**Action item:** Every line from the first one in the data below through the line holding "ring mcp: (197, 142)" is to be written out exactly, with the pictures omitted.

**Stored dataset items:**
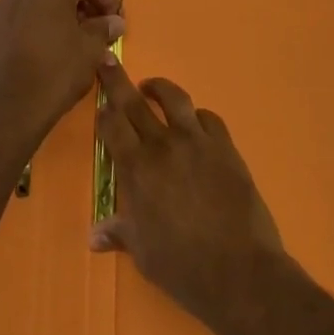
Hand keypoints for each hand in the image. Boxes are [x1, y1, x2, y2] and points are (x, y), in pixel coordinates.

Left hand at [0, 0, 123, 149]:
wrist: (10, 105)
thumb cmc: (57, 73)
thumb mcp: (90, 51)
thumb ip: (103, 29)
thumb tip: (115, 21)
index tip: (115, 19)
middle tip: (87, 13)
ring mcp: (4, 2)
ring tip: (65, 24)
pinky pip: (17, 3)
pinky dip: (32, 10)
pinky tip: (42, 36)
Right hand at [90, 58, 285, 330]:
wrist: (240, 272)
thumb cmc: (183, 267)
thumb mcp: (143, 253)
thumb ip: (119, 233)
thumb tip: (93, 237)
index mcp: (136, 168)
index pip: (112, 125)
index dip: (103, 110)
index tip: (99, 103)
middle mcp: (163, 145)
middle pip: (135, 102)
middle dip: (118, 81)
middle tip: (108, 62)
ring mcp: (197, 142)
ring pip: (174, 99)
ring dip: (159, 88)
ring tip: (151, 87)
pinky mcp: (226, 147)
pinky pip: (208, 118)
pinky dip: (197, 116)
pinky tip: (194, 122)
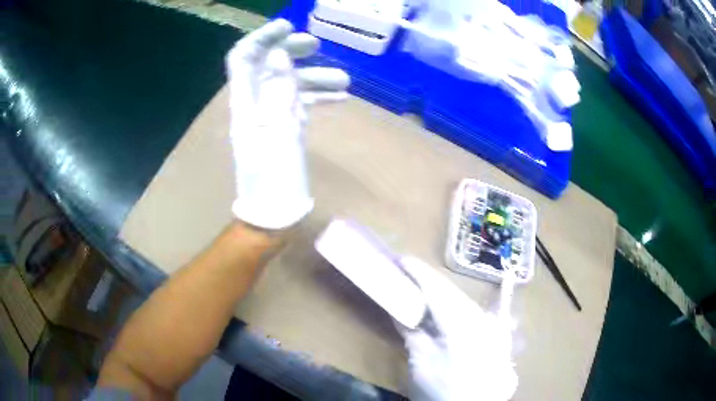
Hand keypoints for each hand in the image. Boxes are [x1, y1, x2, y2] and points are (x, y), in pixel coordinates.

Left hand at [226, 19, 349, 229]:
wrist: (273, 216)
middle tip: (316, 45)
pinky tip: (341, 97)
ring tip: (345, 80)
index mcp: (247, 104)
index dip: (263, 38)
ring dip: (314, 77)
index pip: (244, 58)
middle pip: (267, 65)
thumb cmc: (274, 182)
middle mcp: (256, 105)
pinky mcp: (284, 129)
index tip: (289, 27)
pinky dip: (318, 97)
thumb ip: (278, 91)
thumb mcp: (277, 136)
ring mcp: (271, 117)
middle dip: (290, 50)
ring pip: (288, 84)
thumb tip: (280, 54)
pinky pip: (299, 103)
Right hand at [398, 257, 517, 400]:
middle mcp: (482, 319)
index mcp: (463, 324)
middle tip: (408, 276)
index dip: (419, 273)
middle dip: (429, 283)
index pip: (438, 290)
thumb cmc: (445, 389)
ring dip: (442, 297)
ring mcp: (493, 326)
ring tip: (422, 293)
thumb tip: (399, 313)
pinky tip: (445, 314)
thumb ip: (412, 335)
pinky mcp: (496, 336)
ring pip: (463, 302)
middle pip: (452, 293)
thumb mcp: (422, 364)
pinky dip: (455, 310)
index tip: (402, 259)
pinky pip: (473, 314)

**Result of the task:**
Hand keypoints for each hand in the image. Boxes are [x1, y1, x2, y2] and points are (x, y), in pixel coordinates.

Left hand at [0, 0, 123, 149]:
wrist: (10, 105)
thumb cmc: (57, 73)
thumb mcp: (90, 51)
thumb ip: (103, 29)
thumb tip: (115, 21)
index tip: (115, 19)
middle tip: (87, 13)
ring mcp: (4, 2)
ring tip: (65, 24)
pinky pip: (17, 3)
pinky dip: (32, 10)
pinky tip: (42, 36)
Right hand at [90, 58, 285, 330]:
wrist: (240, 272)
thumb cmc: (183, 267)
thumb mcp: (143, 253)
thumb ip: (119, 233)
thumb tip: (93, 237)
index mcp: (136, 168)
index pip: (112, 125)
index dip: (103, 110)
index tip: (99, 103)
middle mcp: (163, 145)
middle pip: (135, 102)
middle dip: (118, 81)
middle tip: (108, 62)
ring mcp: (197, 142)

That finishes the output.